Jiang Jinyun, Sun Zitong, Zhang Qile, Lan Kun, Jiang Xiaoliang, Wu Jun
College of Mechanical Engineering, Quzhou University, Quzhou, China.
Department of Rehabilitation, The Quzhou Affiliated Hospital of Wenzhou Medical University, Quzhou People's Hospital, Quzhou, China.
Front Physiol. 2023 Jun 20;14:1173108. doi: 10.3389/fphys.2023.1173108. eCollection 2023.
Accurate segmentation of skin lesions in dermoscopic images plays an important role in improving the survival rate of patients. However, due to the blurred boundaries of pigment regions, the diversity of lesion features, and the mutations and metastases of diseased cells, the effectiveness and robustness of skin image segmentation algorithms are still a challenging subject. For this reason, we proposed a bi-directional feedback dense connection network framework (called BiDFDC-Net), which can perform skin lesions accurately. Firstly, under the framework of U-Net, we integrated the edge modules into each layer of the encoder which can solve the problem of gradient vanishing and network information loss caused by network deepening. Then, each layer of our model takes input from the previous layer and passes its feature map to the densely connected network of subsequent layers to achieve information interaction and enhance feature propagation and reuse. Finally, in the decoder stage, a two-branch module was used to feed the dense feedback branch and the ordinary feedback branch back to the same layer of coding, to realize the fusion of multi-scale features and multi-level context information. By testing on the two datasets of ISIC-2018 and PH2, the accuracy on the two datasets was given by 93.51% and 94.58%, respectively.

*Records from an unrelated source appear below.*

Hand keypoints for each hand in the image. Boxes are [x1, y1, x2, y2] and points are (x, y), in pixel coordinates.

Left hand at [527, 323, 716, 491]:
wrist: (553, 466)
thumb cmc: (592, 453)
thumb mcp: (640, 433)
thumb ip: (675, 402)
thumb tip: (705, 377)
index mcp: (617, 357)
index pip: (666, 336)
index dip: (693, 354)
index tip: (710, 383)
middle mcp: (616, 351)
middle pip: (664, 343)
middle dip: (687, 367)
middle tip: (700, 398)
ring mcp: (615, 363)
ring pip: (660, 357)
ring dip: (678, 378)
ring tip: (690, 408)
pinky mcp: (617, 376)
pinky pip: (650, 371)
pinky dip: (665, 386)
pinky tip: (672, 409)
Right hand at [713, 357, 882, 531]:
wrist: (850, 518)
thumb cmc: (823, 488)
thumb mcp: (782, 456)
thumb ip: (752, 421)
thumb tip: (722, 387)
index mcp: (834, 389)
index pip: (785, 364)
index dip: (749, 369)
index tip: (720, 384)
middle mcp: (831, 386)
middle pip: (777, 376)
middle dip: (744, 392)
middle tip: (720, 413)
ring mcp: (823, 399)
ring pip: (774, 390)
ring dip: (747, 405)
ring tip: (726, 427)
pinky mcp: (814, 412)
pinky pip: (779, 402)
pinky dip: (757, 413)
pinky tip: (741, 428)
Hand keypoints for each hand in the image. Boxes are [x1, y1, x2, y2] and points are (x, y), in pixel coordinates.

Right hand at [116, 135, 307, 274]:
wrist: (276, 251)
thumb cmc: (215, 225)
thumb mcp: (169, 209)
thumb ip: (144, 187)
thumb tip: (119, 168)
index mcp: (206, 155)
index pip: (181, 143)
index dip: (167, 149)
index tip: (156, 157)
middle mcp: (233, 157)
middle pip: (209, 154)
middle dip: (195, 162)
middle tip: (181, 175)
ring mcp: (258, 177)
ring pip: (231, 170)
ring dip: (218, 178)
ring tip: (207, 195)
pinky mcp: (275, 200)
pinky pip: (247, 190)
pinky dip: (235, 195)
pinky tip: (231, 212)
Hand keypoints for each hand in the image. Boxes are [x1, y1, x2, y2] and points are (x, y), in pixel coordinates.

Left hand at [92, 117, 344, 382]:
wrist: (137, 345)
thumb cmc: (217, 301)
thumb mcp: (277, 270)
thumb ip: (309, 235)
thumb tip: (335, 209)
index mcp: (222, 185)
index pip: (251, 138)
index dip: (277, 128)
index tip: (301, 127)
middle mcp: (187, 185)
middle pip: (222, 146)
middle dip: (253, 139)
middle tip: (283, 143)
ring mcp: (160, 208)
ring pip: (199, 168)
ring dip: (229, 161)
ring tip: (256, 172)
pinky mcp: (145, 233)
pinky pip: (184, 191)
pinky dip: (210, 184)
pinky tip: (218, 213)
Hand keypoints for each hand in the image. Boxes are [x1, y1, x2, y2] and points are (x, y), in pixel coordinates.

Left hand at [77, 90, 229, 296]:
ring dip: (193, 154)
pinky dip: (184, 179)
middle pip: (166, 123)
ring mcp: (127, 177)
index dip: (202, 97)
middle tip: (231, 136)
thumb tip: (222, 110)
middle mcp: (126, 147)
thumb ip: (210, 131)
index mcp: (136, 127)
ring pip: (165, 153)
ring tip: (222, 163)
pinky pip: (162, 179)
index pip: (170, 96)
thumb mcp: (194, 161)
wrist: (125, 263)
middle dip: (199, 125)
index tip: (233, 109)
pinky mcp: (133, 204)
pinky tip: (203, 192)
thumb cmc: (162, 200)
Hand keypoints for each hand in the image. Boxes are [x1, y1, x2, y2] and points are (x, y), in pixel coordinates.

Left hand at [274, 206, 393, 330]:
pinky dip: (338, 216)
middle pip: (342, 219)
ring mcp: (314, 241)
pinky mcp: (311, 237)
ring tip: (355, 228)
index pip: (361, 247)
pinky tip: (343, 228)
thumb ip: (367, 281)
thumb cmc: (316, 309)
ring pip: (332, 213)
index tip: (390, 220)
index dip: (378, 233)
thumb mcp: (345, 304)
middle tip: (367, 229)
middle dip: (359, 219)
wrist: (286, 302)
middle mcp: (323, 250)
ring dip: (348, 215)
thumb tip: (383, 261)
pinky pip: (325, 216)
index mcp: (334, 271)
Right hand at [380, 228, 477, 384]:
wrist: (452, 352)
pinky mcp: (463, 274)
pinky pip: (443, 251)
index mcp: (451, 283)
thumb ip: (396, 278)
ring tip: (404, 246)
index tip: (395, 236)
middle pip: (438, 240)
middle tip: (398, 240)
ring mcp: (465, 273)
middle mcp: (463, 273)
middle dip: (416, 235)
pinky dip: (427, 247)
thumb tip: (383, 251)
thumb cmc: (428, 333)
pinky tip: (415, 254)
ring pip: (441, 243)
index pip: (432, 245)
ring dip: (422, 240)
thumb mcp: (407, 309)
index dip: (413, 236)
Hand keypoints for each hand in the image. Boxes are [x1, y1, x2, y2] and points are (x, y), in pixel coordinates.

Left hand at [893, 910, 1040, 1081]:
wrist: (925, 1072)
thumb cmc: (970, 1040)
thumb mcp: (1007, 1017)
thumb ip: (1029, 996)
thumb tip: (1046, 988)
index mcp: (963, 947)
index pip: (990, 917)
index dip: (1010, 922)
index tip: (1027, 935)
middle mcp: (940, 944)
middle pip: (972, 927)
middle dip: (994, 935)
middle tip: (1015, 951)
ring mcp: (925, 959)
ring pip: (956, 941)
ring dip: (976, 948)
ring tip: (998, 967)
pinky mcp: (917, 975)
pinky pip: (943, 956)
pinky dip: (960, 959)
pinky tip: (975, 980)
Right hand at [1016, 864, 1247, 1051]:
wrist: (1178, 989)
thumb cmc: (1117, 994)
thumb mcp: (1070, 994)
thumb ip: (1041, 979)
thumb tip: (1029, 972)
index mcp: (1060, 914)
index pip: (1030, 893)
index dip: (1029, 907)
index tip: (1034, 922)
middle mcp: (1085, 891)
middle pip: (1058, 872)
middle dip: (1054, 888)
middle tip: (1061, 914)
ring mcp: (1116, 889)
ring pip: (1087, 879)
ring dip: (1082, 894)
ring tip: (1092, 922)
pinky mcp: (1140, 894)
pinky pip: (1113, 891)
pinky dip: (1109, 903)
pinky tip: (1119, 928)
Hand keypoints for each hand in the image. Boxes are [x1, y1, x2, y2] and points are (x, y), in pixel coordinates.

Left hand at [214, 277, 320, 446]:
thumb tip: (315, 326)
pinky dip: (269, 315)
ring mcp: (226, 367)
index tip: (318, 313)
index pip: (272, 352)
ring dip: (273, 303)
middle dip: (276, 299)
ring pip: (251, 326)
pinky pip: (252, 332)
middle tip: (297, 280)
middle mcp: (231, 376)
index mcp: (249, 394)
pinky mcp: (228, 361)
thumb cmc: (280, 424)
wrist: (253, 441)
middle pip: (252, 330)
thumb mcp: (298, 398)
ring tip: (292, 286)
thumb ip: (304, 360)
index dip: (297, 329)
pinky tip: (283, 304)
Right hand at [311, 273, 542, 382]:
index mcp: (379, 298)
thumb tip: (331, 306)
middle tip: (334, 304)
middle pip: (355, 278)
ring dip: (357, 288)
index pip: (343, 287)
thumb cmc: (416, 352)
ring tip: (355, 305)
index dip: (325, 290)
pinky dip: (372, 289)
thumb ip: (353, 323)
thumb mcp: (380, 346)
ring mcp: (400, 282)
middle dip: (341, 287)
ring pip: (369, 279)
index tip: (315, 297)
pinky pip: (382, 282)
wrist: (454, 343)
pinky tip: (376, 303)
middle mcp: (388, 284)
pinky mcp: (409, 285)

在皮肤镜图像中准确分割皮肤病变对于提高患者生存率起着重要作用。然而,由于色素区域边界模糊、病变特征多样以及病变细胞的突变和转移,皮肤图像分割算法的有效性和鲁棒性仍然是一个具有挑战性的课题。因此,我们提出了一种双向反馈密集连接网络框架(称为BiDFDC-Net),它可以准确地进行皮肤病变分割。首先,在U-Net框架下,我们将边缘模块集成到编码器的每一层中,这可以解决因网络加深而导致的梯度消失和网络信息丢失问题。然后,我们模型的每一层从前一层获取输入,并将其特征图传递到后续层的密集连接网络中,以实现信息交互并增强特征传播和重用。最后,在解码器阶段,使用一个双分支模块将密集反馈分支和普通反馈分支反馈到同一层编码中,以实现多尺度特征和多层次上下文信息的融合。通过在ISIC-2018和PH2这两个数据集上进行测试,两个数据集上的准确率分别为93.51%和94.58%。